Pick the lines holding the string "body" out of the records and copy them.

DATA EXTRACTS Start Marker

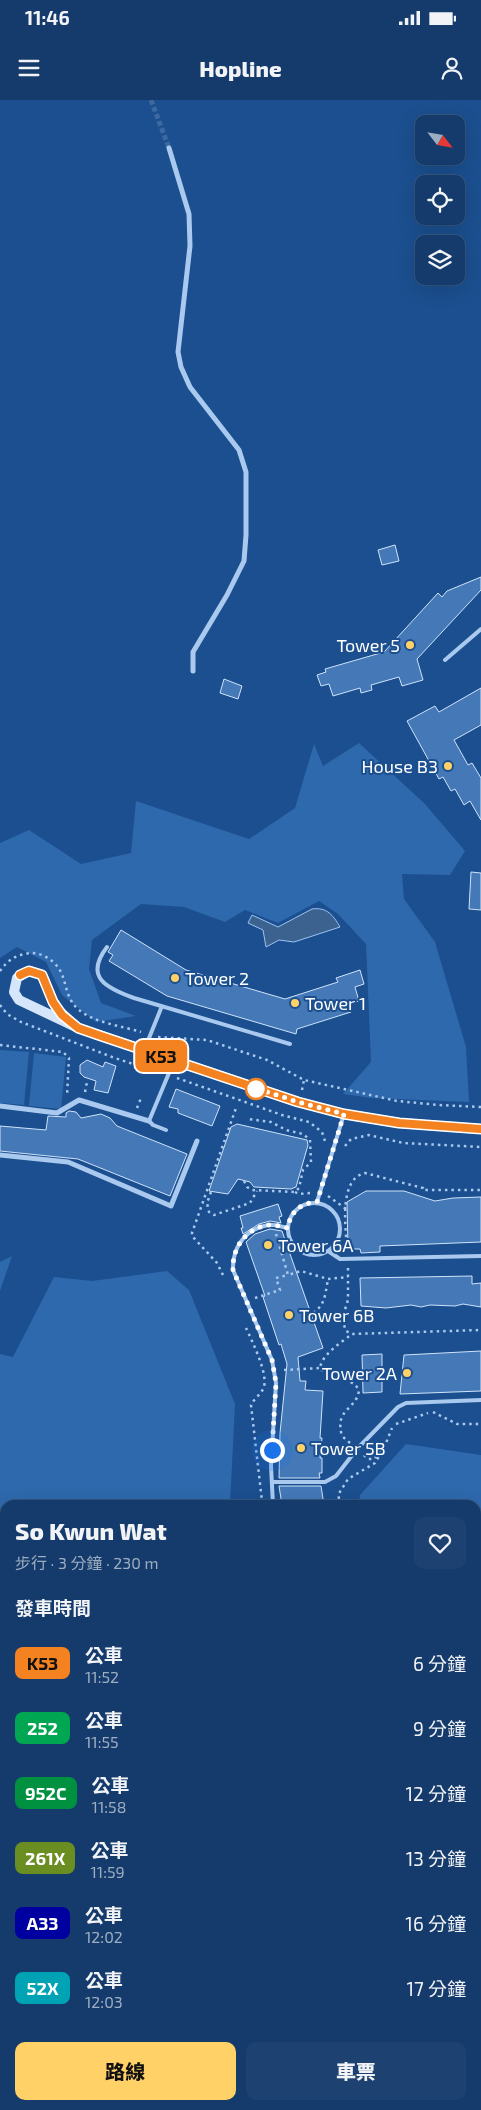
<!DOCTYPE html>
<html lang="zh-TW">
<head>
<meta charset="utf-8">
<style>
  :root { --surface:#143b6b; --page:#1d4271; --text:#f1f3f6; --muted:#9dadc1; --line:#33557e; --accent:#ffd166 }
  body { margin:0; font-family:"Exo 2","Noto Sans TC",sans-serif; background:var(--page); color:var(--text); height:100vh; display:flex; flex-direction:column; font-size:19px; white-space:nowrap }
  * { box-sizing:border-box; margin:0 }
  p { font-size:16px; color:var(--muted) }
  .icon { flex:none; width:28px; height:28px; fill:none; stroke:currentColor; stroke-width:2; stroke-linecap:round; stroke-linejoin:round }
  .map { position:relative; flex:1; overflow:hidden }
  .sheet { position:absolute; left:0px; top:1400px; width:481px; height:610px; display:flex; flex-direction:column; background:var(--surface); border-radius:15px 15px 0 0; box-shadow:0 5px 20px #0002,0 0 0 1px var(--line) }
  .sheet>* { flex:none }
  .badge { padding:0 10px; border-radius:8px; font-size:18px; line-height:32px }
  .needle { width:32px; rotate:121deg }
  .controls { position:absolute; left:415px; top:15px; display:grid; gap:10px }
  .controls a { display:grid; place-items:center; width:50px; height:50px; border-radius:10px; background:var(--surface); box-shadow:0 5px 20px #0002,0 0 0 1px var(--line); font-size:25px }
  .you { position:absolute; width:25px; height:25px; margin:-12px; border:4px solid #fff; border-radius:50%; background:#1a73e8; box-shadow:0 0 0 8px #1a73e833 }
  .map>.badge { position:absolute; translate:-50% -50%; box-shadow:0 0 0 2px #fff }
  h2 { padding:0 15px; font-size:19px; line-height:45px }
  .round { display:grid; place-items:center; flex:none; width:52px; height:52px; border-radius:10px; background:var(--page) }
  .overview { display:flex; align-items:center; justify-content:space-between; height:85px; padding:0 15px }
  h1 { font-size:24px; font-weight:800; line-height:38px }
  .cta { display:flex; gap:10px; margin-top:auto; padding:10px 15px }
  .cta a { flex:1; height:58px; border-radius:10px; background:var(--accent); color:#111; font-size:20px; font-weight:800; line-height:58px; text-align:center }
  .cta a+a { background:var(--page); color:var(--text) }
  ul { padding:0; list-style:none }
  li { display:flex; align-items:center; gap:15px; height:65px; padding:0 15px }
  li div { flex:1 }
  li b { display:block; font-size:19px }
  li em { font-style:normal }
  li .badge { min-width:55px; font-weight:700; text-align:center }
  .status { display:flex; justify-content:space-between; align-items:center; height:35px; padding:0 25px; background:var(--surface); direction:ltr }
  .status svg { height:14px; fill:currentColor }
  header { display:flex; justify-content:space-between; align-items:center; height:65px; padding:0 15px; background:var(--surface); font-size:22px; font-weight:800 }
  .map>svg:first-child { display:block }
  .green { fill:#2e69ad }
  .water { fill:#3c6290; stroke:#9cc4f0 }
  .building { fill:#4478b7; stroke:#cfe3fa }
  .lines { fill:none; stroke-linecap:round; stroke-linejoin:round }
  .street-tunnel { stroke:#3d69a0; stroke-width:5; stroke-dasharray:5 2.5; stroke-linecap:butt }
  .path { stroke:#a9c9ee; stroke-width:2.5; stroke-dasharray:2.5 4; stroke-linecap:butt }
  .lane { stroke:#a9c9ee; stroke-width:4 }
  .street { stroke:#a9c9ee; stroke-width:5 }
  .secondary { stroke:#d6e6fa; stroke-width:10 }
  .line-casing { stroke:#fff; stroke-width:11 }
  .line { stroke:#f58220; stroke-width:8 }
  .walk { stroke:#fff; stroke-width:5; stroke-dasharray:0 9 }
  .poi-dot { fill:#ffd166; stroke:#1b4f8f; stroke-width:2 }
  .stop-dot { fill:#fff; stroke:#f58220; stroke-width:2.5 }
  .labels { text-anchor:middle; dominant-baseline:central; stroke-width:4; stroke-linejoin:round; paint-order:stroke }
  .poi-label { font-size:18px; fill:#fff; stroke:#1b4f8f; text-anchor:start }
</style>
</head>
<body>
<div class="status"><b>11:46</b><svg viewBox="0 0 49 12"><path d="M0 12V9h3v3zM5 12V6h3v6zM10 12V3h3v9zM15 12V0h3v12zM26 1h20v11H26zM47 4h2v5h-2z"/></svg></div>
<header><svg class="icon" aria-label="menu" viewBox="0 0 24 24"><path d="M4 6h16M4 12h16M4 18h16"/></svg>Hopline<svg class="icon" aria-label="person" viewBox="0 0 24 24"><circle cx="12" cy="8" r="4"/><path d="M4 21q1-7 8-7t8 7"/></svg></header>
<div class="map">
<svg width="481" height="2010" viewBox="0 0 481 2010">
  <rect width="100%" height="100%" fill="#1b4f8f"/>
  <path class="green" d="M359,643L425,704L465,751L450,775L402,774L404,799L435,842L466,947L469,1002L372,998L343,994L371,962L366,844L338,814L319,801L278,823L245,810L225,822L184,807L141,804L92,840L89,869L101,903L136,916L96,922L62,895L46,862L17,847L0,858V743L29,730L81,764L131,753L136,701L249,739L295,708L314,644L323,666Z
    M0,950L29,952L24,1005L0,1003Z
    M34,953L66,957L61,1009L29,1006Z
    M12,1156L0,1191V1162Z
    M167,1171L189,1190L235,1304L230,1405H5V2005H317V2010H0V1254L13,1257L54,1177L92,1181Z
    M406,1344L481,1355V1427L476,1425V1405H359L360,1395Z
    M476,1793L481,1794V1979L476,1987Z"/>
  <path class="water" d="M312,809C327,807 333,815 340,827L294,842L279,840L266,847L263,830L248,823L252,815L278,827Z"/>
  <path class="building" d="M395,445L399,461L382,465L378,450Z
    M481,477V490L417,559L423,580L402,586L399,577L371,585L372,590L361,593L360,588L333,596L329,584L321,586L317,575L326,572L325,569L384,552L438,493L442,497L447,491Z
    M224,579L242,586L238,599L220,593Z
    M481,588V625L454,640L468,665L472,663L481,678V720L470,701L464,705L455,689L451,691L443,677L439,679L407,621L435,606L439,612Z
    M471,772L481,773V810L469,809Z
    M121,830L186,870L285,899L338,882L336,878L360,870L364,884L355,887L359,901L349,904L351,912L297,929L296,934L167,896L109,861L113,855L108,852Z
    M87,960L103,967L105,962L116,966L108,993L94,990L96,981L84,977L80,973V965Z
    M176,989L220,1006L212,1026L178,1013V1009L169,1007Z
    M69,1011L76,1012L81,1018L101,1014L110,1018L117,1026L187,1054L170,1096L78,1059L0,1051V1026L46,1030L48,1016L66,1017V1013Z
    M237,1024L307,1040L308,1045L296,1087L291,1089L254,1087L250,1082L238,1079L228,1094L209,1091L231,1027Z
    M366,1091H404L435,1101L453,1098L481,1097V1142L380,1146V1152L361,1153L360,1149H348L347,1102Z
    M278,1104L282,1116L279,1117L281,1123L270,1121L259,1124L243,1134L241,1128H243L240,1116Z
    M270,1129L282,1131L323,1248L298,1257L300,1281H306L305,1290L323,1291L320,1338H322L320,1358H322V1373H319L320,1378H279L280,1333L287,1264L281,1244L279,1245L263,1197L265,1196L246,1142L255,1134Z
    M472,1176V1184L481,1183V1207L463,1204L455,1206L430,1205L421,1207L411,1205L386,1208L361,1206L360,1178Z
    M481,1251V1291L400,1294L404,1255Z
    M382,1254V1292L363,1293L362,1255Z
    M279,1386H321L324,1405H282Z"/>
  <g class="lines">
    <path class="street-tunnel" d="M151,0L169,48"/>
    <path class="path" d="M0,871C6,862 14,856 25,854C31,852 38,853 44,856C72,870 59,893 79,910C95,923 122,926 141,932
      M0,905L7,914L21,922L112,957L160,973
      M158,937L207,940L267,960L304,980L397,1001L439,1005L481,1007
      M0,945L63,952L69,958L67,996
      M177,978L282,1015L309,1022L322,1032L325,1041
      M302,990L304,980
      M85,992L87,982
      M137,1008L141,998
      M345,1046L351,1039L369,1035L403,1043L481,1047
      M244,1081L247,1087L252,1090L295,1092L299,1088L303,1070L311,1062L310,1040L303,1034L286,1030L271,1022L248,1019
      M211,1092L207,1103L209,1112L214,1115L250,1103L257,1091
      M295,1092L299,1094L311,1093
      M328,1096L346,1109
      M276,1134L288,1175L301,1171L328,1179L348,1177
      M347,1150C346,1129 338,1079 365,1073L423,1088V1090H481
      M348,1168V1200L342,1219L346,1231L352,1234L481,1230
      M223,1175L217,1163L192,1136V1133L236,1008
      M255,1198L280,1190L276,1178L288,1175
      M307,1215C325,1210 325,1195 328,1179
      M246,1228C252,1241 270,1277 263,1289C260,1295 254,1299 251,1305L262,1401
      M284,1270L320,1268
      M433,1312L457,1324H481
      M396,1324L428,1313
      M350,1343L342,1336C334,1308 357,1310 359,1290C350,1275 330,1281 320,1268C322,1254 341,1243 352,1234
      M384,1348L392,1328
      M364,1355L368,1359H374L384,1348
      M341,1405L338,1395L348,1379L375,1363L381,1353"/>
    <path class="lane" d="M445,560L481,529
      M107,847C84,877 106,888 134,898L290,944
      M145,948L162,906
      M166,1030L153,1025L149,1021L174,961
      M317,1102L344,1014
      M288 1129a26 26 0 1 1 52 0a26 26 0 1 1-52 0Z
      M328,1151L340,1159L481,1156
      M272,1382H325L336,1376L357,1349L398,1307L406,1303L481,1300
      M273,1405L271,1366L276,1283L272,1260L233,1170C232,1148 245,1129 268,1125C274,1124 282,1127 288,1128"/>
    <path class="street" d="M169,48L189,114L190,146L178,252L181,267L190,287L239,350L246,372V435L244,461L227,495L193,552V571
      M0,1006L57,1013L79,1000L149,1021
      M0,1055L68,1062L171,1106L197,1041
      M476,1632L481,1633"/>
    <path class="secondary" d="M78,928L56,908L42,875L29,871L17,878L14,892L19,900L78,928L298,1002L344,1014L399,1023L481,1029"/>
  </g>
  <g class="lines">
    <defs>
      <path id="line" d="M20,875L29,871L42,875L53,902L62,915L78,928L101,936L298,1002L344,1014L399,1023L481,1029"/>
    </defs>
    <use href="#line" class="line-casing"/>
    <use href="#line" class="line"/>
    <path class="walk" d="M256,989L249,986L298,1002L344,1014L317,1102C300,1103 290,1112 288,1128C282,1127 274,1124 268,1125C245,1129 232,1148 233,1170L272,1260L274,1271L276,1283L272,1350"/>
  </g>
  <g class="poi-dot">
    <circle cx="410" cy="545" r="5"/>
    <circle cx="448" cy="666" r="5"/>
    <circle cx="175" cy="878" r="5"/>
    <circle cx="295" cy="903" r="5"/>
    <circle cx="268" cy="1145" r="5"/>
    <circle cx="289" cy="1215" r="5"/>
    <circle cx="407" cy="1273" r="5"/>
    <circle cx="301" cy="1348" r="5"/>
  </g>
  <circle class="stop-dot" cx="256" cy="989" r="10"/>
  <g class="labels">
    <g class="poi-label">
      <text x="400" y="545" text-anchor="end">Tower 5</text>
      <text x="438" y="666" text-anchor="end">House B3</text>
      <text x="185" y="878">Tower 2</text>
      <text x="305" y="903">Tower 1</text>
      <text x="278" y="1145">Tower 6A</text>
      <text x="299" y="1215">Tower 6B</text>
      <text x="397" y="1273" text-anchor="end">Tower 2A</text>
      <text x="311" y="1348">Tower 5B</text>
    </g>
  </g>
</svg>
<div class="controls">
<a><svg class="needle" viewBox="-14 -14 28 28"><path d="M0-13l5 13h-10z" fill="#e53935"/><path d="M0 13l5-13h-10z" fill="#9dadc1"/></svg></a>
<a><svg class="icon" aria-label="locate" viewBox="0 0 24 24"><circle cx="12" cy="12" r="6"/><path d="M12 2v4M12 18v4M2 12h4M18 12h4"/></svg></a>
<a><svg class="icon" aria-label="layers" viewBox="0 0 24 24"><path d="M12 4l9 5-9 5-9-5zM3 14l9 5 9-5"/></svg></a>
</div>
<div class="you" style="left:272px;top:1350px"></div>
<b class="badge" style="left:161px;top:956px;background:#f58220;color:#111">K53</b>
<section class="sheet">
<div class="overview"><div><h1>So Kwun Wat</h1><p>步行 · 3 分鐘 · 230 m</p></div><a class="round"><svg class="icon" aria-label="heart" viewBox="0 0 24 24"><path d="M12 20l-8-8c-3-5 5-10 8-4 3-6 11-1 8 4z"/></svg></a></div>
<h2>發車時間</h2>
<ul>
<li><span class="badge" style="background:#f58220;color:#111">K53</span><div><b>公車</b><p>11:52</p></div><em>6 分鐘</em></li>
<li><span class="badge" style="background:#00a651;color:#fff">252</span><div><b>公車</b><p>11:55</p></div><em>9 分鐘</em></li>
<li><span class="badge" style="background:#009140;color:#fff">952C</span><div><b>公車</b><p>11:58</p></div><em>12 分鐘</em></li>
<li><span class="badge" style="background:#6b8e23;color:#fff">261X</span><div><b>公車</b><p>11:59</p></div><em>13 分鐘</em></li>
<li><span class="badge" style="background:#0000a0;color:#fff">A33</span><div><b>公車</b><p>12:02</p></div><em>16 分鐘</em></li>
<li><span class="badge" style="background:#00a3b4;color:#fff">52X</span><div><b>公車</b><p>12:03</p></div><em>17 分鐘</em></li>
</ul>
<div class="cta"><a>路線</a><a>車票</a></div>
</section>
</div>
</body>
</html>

DATA EXTRACTS End Marker

** RESULT BELOW **
  body { margin:0; font-family:"Exo 2","Noto Sans TC",sans-serif; background:var(--page); color:var(--text); height:100vh; display:flex; flex-direction:column; font-size:19px; white-space:nowrap }
<body>
</body>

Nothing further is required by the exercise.